Moore's 'Fahrenheit 9/11' film premiere turns up heat on Bush

US: Michael Moore's provocative documentary, Fahrenheit 9/11 had its world premiere at the 57th Cannes Film Festival yesterday…

US: Michael Moore's provocative documentary, Fahrenheit 9/11 had its world premiere at the 57th Cannes Film Festival yesterday evening. The film constitutes a two-hour assault on the presidency of George Bush and could damage his re-election prospects on November 2nd . . . if the film finds the substantial US audience Moore expects it to attract.

The film already had been steeped in controversy in the run-up to the festival following the decision of the Disney company to refuse permission to Miramax Films, which Disney owns, to distribute such a political hot potato in an election year.

At his overflowing press conference at Cannes yesterday, Moore refused to even entertain the use of the term, re-election, insisting that President Bush was not elected in the first place.

His film begins on US election night in November 2000, questioning the voting system in Florida that won the election for the president, but the film is principally concerned with the events of September 11th, 2001, and their aftermath.

READ MORE

Moore employs sound footage recorded at the World Trade Centre on that day and leaves the screen blank for that sequence, before turning to the president's reaction when he hears the news while visiting a junior school in Florida.

Using video footage shot by one of the teachers, it shows his blank response as he continues to read a child's book, My Pet Goat, for several minutes. The film frequently employs archive footage to present the president as a figure of ridicule. Unusually, Moore himself stays off-screen for most of the film, whereas he figured prominently in his earlier films such as the Oscar-winning Bowling For Columbine, the most commercially successful documentary ever released in the US.

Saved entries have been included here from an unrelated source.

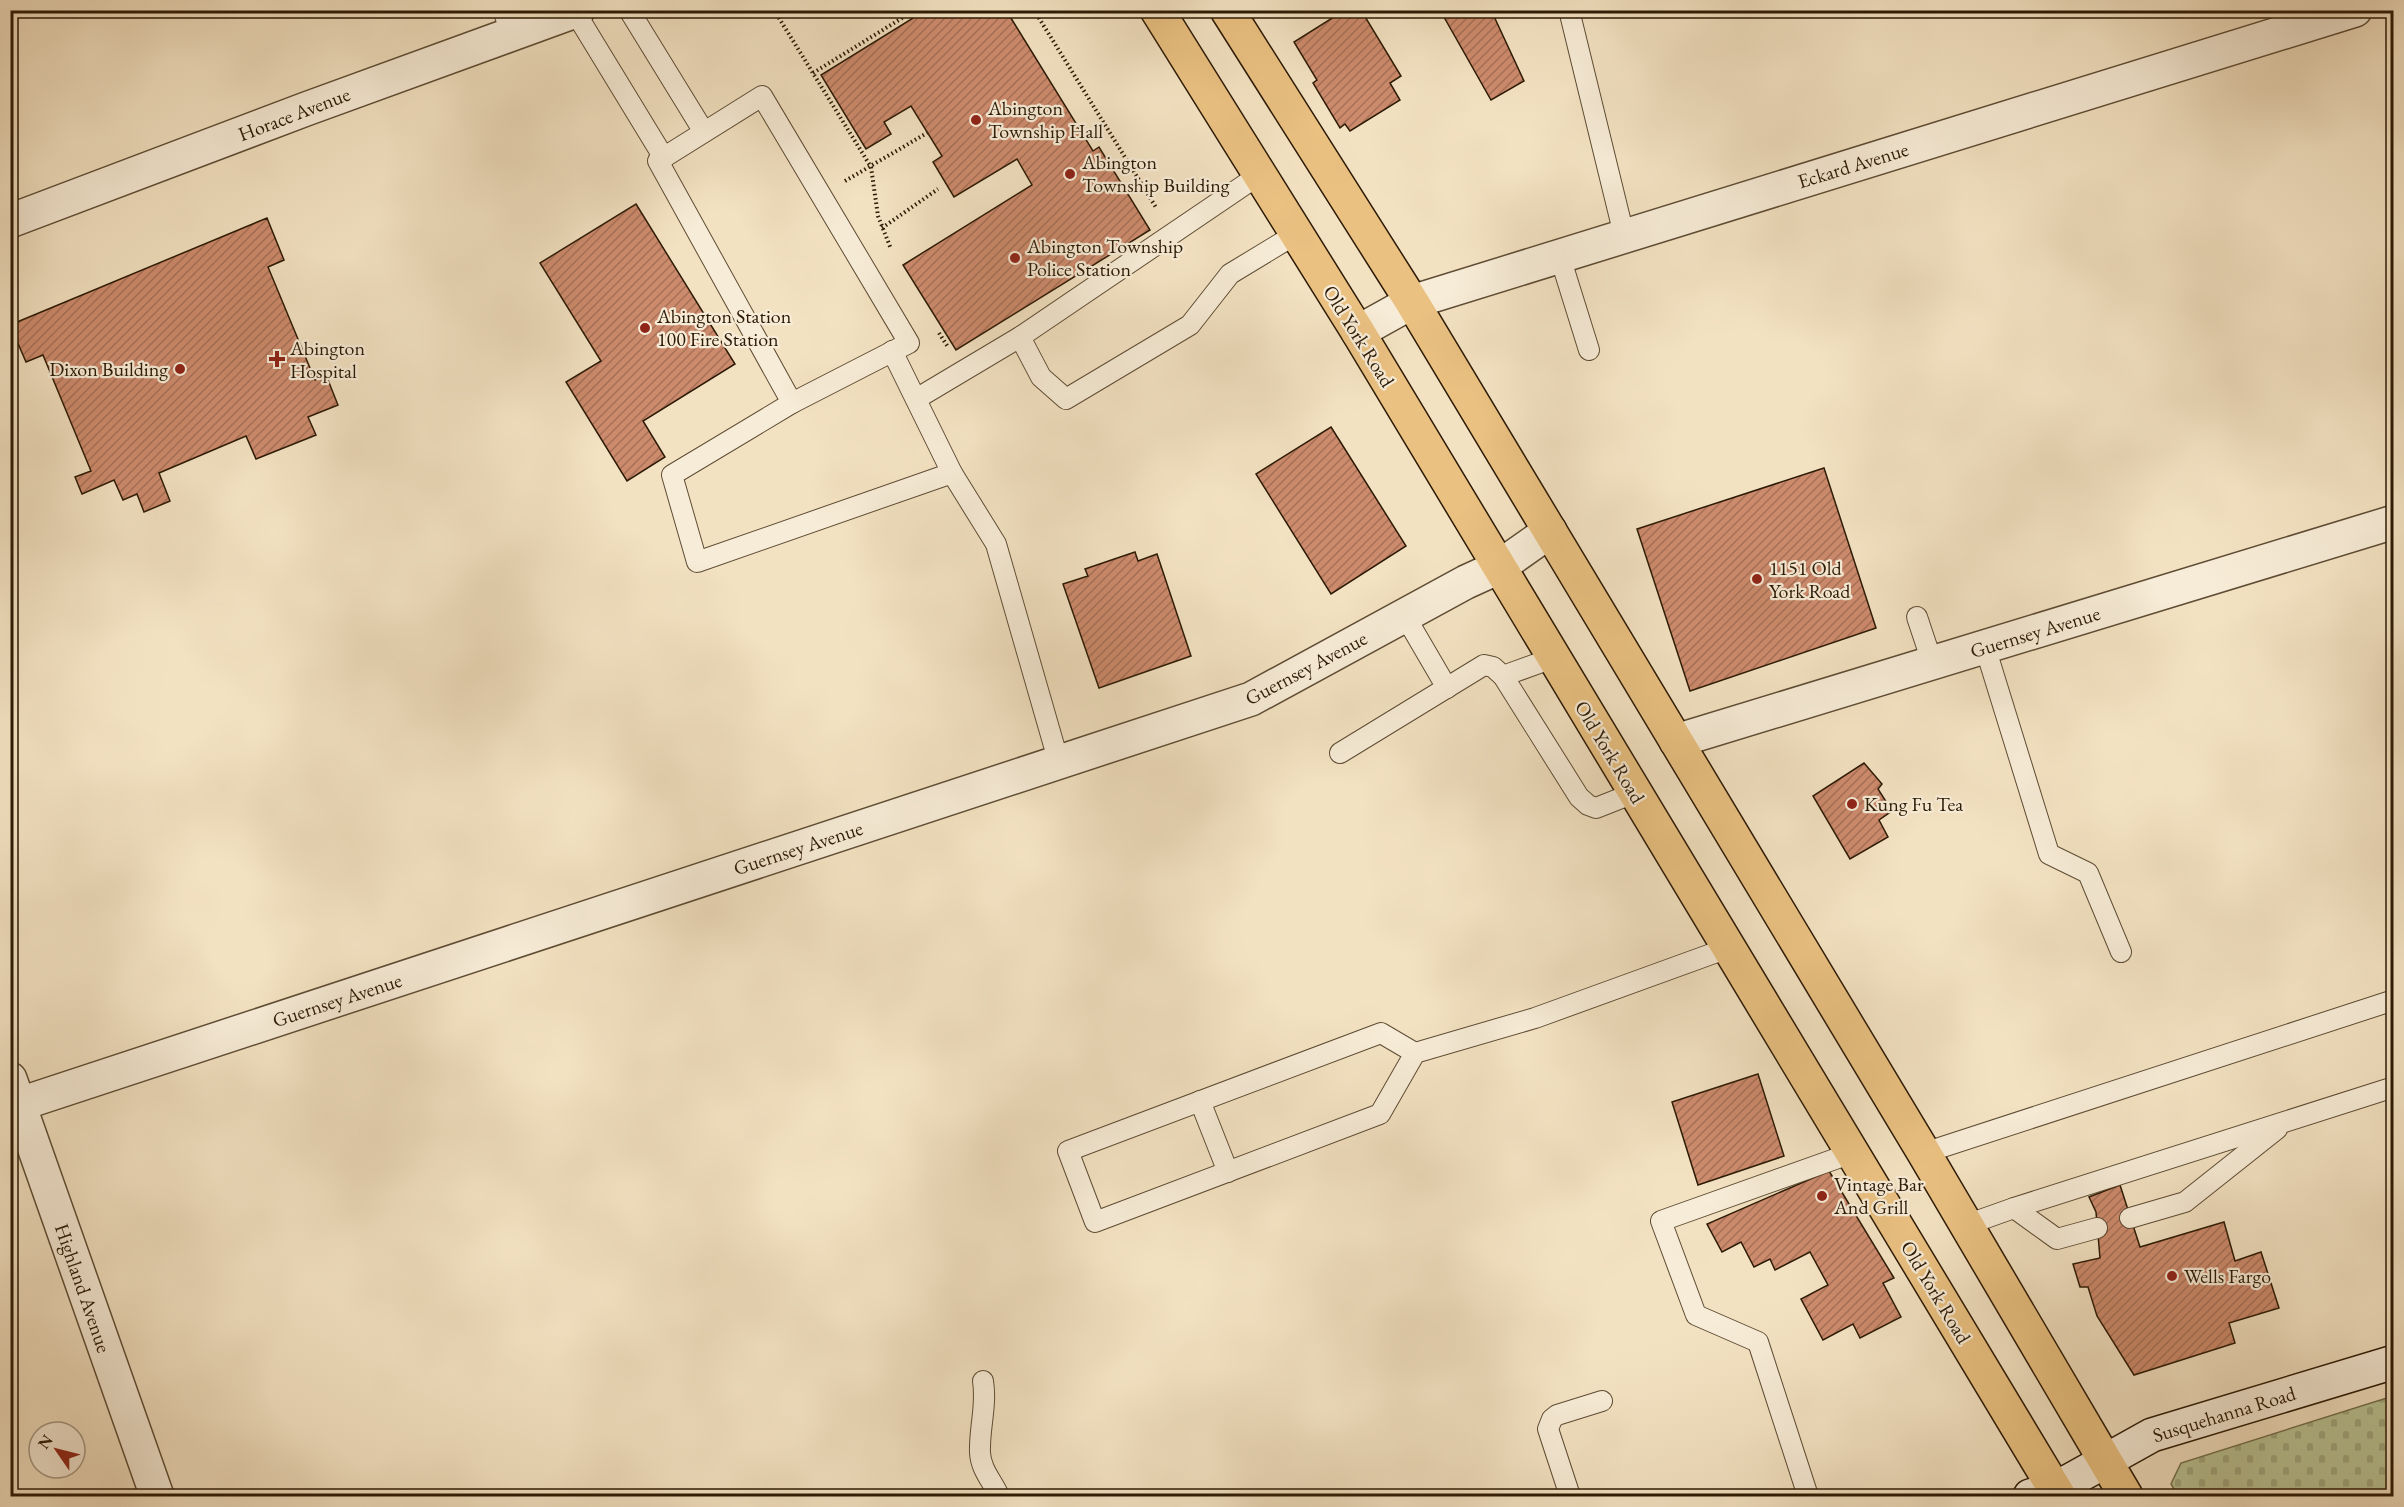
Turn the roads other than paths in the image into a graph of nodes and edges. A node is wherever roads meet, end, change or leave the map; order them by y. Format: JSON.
{"nodes":[{"id":1,"x":629,"y":10,"type":"edge"},
{"id":2,"x":1157,"y":10,"type":"edge"},
{"id":3,"x":1227,"y":10,"type":"edge"},
{"id":4,"x":1569,"y":10,"type":"edge"},
{"id":5,"x":2355,"y":10,"type":"edge"},
{"id":6,"x":577,"y":11,"type":"edge"},
{"id":7,"x":508,"y":22,"type":"edge"},
{"id":8,"x":704,"y":132,"type":"junction"},
{"id":9,"x":663,"y":158,"type":"junction"},
{"id":10,"x":1259,"y":174,"type":"junction"},
{"id":11,"x":10,"y":221,"type":"edge"},
{"id":12,"x":1296,"y":234,"type":"junction"},
{"id":13,"x":1624,"y":235,"type":"junction"},
{"id":14,"x":1560,"y":256,"type":"junction"},
{"id":15,"x":1412,"y":302,"type":"junction"},
{"id":16,"x":1358,"y":332,"type":"junction"},
{"id":17,"x":1020,"y":338,"type":"junction"},
{"id":18,"x":1589,"y":350,"type":"dead end"},
{"id":19,"x":892,"y":351,"type":"junction"},
{"id":20,"x":916,"y":399,"type":"junction"},
{"id":21,"x":792,"y":403,"type":"junction"},
{"id":22,"x":952,"y":472,"type":"junction"},
{"id":23,"x":2394,"y":522,"type":"edge"},
{"id":24,"x":1550,"y":531,"type":"junction"},
{"id":25,"x":1499,"y":567,"type":"junction"},
{"id":26,"x":1405,"y":616,"type":"junction"},
{"id":27,"x":1917,"y":617,"type":"dead end"},
{"id":28,"x":1985,"y":647,"type":"junction"},
{"id":29,"x":1553,"y":658,"type":"junction"},
{"id":30,"x":1932,"y":662,"type":"junction"},
{"id":31,"x":1503,"y":676,"type":"junction"},
{"id":32,"x":1447,"y":687,"type":"junction"},
{"id":33,"x":1676,"y":741,"type":"junction"},
{"id":34,"x":1341,"y":753,"type":"dead end"},
{"id":35,"x":1059,"y":763,"type":"junction"},
{"id":36,"x":1634,"y":793,"type":"junction"},
{"id":37,"x":1728,"y":948,"type":"junction"},
{"id":38,"x":2121,"y":952,"type":"dead end"},
{"id":39,"x":2394,"y":1000,"type":"edge"},
{"id":40,"x":1415,"y":1053,"type":"junction"},
{"id":41,"x":2394,"y":1087,"type":"edge"},
{"id":42,"x":15,"y":1091,"type":"edge"},
{"id":43,"x":1200,"y":1101,"type":"junction"},
{"id":44,"x":2289,"y":1120,"type":"junction"},
{"id":45,"x":1852,"y":1153,"type":"junction"},
{"id":46,"x":1924,"y":1153,"type":"junction"},
{"id":47,"x":1228,"y":1172,"type":"junction"},
{"id":48,"x":2014,"y":1208,"type":"junction"},
{"id":49,"x":2130,"y":1218,"type":"dead end"},
{"id":50,"x":1966,"y":1225,"type":"junction"},
{"id":51,"x":2097,"y":1228,"type":"dead end"},
{"id":52,"x":2394,"y":1362,"type":"edge"},
{"id":53,"x":983,"y":1381,"type":"dead end"},
{"id":54,"x":1602,"y":1401,"type":"dead end"},
{"id":55,"x":2104,"y":1462,"type":"junction"},
{"id":56,"x":2048,"y":1494,"type":"edge"},
{"id":57,"x":157,"y":1497,"type":"edge"},
{"id":58,"x":999,"y":1497,"type":"edge"},
{"id":59,"x":1570,"y":1497,"type":"edge"},
{"id":60,"x":1808,"y":1497,"type":"edge"},
{"id":61,"x":2126,"y":1497,"type":"edge"}],
"edges":[{"from":1,"to":8,"type":"lane"},
{"from":2,"to":10,"type":"highway","name":"Old York Road"},
{"from":3,"to":15,"type":"highway"},
{"from":4,"to":13,"type":"lane"},
{"from":5,"to":13,"type":"street","name":"Eckard Avenue"},
{"from":6,"to":7,"type":"street","name":"Horace Avenue"},
{"from":6,"to":9,"type":"lane"},
{"from":7,"to":11,"type":"street","name":"Horace Avenue"},
{"from":8,"to":9,"type":"lane"},
{"from":8,"to":19,"type":"lane"},
{"from":9,"to":21,"type":"lane"},
{"from":10,"to":12,"type":"highway","name":"Old York Road"},
{"from":10,"to":17,"type":"lane"},
{"from":12,"to":16,"type":"highway","name":"Old York Road"},
{"from":12,"to":17,"type":"lane"},
{"from":13,"to":14,"type":"street","name":"Eckard Avenue"},
{"from":14,"to":15,"type":"street","name":"Eckard Avenue"},
{"from":14,"to":18,"type":"lane"},
{"from":15,"to":16,"type":"street","name":"Eckard Avenue"},
{"from":15,"to":24,"type":"highway"},
{"from":16,"to":25,"type":"highway","name":"Old York Road"},
{"from":17,"to":20,"type":"lane"},
{"from":19,"to":20,"type":"lane"},
{"from":19,"to":21,"type":"lane"},
{"from":20,"to":22,"type":"lane"},
{"from":21,"to":22,"type":"lane"},
{"from":22,"to":35,"type":"lane"},
{"from":23,"to":28,"type":"street","name":"Guernsey Avenue"},
{"from":24,"to":25,"type":"street","name":"Guernsey Avenue"},
{"from":24,"to":33,"type":"highway"},
{"from":25,"to":26,"type":"street","name":"Guernsey Avenue"},
{"from":25,"to":29,"type":"highway","name":"Old York Road"},
{"from":26,"to":32,"type":"lane"},
{"from":26,"to":35,"type":"street","name":"Guernsey Avenue"},
{"from":27,"to":30,"type":"lane"},
{"from":28,"to":30,"type":"street","name":"Guernsey Avenue"},
{"from":28,"to":38,"type":"lane"},
{"from":29,"to":31,"type":"lane"},
{"from":29,"to":36,"type":"highway","name":"Old York Road"},
{"from":30,"to":33,"type":"street","name":"Guernsey Avenue"},
{"from":31,"to":32,"type":"lane"},
{"from":31,"to":36,"type":"lane"},
{"from":32,"to":34,"type":"lane"},
{"from":33,"to":46,"type":"highway"},
{"from":35,"to":42,"type":"street","name":"Guernsey Avenue"},
{"from":36,"to":37,"type":"highway","name":"Old York Road"},
{"from":37,"to":40,"type":"lane"},
{"from":37,"to":45,"type":"highway","name":"Old York Road"},
{"from":39,"to":46,"type":"lane"},
{"from":40,"to":43,"type":"lane"},
{"from":40,"to":47,"type":"lane"},
{"from":41,"to":44,"type":"lane"},
{"from":42,"to":57,"type":"street","name":"Highland Avenue"},
{"from":43,"to":47,"type":"lane"},
{"from":43,"to":47,"type":"lane"},
{"from":44,"to":48,"type":"lane"},
{"from":44,"to":49,"type":"lane"},
{"from":45,"to":56,"type":"highway","name":"Old York Road"},
{"from":45,"to":60,"type":"lane"},
{"from":46,"to":50,"type":"highway"},
{"from":48,"to":50,"type":"lane"},
{"from":48,"to":51,"type":"lane"},
{"from":50,"to":55,"type":"highway"},
{"from":52,"to":55,"type":"street","name":"Susquehanna Road"},
{"from":53,"to":58,"type":"lane"},
{"from":54,"to":59,"type":"lane"},
{"from":55,"to":56,"type":"street","name":"Susquehanna Road"},
{"from":55,"to":61,"type":"highway"}]}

"I always believe in having humour in my films, but this time I was the straight guy and Bush had all the funny lines," Moore said in Cannes.

In the tradition of Moore's earlier work, Fahrenheit 9/11 is a potent blending of broad humour and righteous anger, drawing audiences in to be entertained and sending them out thinking about and discussing what they have seen.

Showing footage of the president and of his father socialising with wealthy Saudi Arabian families, the film goes on to heavily criticise the decision to allow large numbers of Saudi Arabians, including 24 members of the bin Laden family, leave the US within days of the September 11th attacks, even though 15 of the 19 hijackers were Saudi Arabian.

Moore posits his view that a climate of fear was fostered in the US after the attacks, allowing for the erosion of civil rights through the introduction of the Patriot Act.

The film interviews members of a middle-class peace group in Fresno who learned they had been infiltrated by anti-terrorism officer only when the officer's death in an accident was reported in the press, and it shows the people of a small Virginia town in an unlikely state of alert.

Much of the strongest material in the film was shot by freelance crews in Iraq, some embedded with US troops. Several soldiers who are interviewed openly express their disillusionment and despair with the war, and the film also features footage of US soldiers ridiculing Iraqi detainees, of Iraqi bombing victims and US soldiers who returned home mutilated, and of US families embittered with losing their sons in the war and questioning the need for them to be there in the first place.

"How come we can show all this, working with stringers and freelances, when the American TV networks don't show any of it?" Moore asked rhetorically yesterday.

Several US distributors are interested in acquiring the rights to the film.

The Irish release of the film is likely in August.